TASK TO COMPLETE — From the records below, copy out exactly the lines from the one containing "index pip: (223, 186)" to the one containing "middle pip: (388, 131)", both included. Add nothing else.

DATA TO EXAMINE —
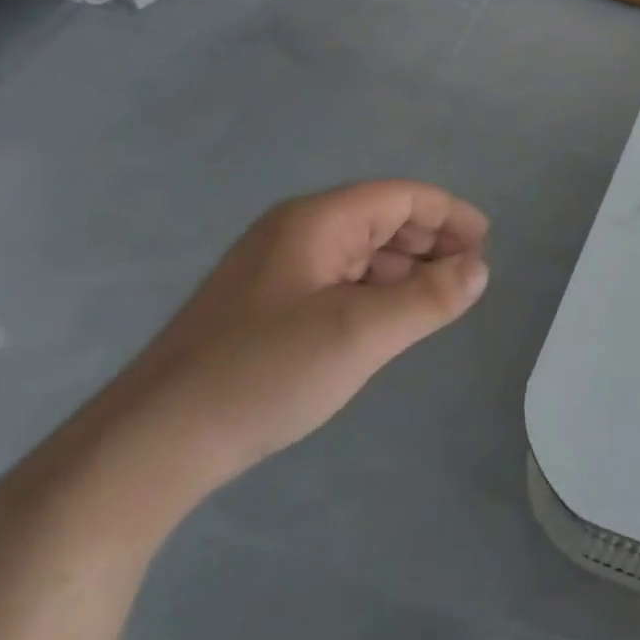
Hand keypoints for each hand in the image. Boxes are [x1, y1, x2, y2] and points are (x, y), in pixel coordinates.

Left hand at [101, 180, 489, 494]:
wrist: (153, 443)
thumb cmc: (265, 373)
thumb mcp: (362, 334)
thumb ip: (430, 298)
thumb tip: (480, 268)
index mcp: (317, 221)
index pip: (401, 196)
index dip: (450, 214)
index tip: (486, 245)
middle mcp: (297, 232)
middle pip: (382, 219)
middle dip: (432, 242)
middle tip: (469, 278)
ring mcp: (278, 269)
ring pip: (361, 252)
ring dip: (406, 268)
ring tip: (439, 300)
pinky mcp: (267, 305)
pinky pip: (339, 280)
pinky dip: (376, 291)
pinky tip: (389, 321)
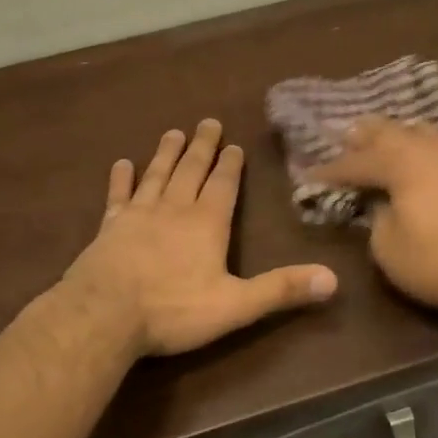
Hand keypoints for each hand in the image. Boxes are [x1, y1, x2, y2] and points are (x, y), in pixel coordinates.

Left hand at [63, 120, 337, 355]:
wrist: (104, 316)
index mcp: (207, 224)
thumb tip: (333, 279)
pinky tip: (121, 165)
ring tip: (173, 132)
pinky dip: (120, 179)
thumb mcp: (236, 305)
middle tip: (207, 122)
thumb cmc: (173, 310)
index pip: (223, 186)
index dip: (230, 165)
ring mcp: (138, 216)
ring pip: (156, 175)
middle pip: (190, 171)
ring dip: (166, 154)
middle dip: (202, 147)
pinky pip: (117, 197)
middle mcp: (174, 210)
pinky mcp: (108, 228)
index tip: (233, 144)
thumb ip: (281, 289)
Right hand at [307, 117, 437, 316]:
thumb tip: (381, 204)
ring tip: (382, 140)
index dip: (330, 170)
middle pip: (388, 131)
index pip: (356, 162)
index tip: (310, 175)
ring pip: (418, 130)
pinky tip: (421, 155)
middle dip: (362, 136)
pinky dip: (421, 144)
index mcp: (401, 164)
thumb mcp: (390, 250)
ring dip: (394, 134)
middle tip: (344, 139)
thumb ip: (376, 220)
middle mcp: (427, 149)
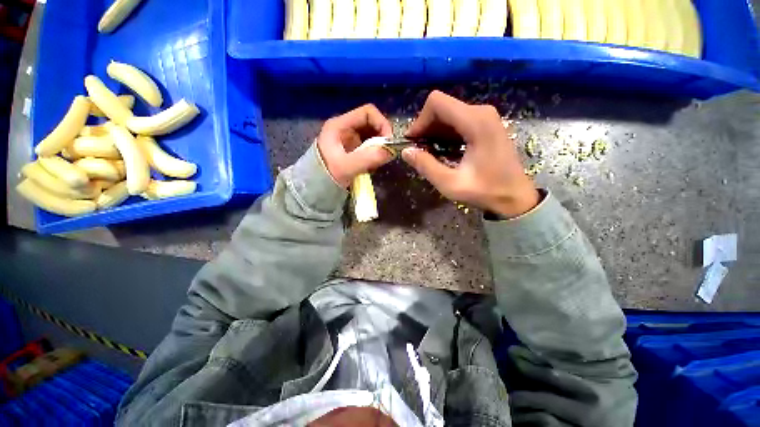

EXERCISE RESPONSE —
index pip: (223, 186)
index dip: (230, 165)
ring mcp: (138, 216)
ring pip: (156, 175)
middle pip: (190, 171)
ring dip: (166, 154)
middle dip: (202, 147)
pinky pip: (117, 197)
middle mcp: (174, 210)
pinky mcp: (108, 228)
index tip: (233, 144)
thumb ip: (281, 289)
Right hand at [307, 117, 437, 316]:
thumb tip: (381, 204)
ring tip: (382, 140)
index dip: (330, 170)
middle pip: (388, 131)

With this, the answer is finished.